--- Record extracts ---

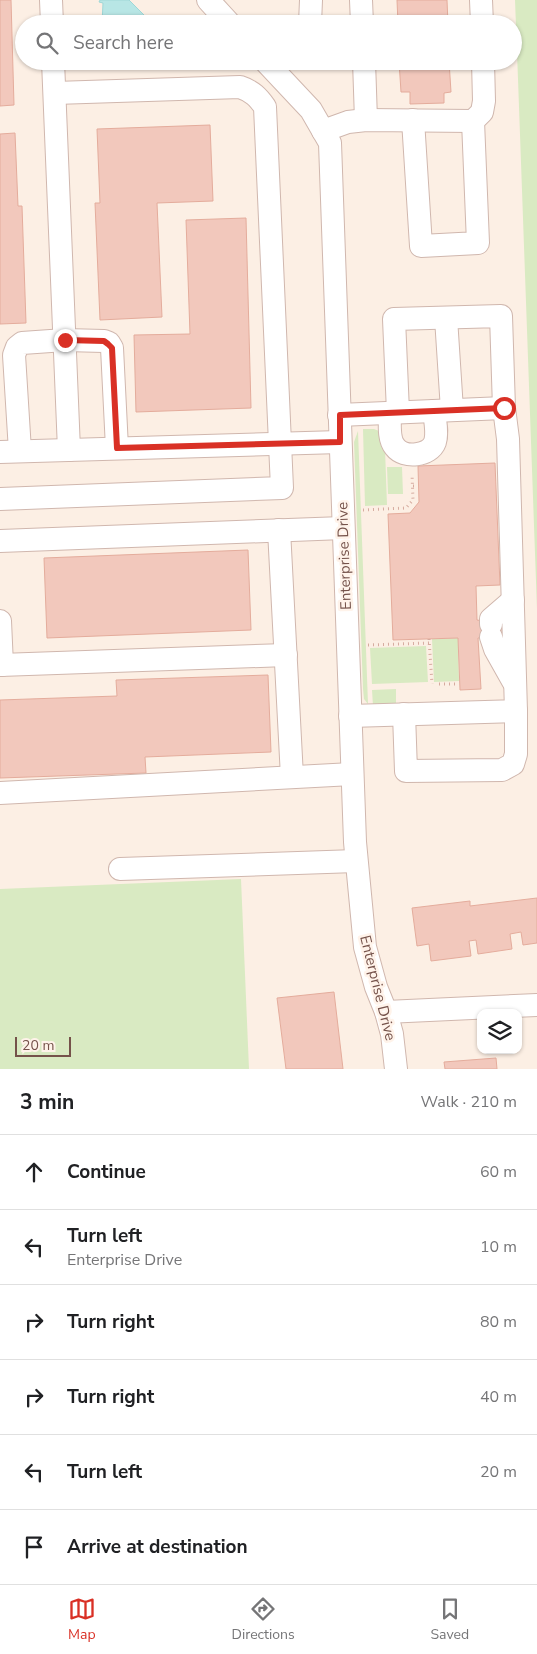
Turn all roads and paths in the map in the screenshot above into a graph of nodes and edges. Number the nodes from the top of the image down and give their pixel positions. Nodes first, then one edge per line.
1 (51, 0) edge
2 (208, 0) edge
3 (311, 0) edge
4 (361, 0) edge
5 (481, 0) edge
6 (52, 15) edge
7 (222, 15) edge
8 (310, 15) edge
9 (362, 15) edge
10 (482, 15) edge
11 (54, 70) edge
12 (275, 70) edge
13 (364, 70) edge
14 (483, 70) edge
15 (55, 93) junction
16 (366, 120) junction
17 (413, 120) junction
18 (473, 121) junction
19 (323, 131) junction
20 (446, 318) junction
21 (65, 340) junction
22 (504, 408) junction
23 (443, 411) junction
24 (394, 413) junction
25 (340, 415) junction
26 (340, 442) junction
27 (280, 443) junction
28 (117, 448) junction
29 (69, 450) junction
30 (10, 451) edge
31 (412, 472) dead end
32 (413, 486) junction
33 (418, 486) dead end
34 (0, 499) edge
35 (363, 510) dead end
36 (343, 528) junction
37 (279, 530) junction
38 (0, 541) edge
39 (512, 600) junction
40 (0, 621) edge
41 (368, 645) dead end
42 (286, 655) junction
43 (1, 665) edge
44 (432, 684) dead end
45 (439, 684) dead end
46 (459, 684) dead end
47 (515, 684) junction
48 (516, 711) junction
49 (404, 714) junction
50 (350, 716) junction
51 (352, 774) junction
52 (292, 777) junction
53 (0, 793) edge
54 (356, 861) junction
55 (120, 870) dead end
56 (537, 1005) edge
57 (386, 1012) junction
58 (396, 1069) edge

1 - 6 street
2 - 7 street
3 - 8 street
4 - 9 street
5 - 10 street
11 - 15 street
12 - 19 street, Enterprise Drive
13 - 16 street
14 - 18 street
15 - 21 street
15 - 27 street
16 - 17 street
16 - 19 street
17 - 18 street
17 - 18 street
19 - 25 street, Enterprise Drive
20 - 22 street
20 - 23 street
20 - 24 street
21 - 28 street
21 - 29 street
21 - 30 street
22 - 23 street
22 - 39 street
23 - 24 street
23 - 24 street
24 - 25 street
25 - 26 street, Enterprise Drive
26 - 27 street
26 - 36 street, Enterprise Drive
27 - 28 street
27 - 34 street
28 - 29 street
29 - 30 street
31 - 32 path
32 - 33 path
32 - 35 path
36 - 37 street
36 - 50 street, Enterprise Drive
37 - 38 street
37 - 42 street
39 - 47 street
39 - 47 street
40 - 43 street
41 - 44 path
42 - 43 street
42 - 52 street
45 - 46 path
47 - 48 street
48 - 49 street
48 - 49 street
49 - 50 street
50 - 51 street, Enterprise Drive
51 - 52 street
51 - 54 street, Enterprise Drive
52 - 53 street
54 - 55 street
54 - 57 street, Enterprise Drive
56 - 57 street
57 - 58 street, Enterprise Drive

---

▶ _Task directions_
Among the records above, find each line holding the string "Drive" and pull it out.

▶ _Your solution_
12 - 19 street, Enterprise Drive
19 - 25 street, Enterprise Drive
25 - 26 street, Enterprise Drive
26 - 36 street, Enterprise Drive
36 - 50 street, Enterprise Drive
50 - 51 street, Enterprise Drive
51 - 54 street, Enterprise Drive
54 - 57 street, Enterprise Drive
57 - 58 street, Enterprise Drive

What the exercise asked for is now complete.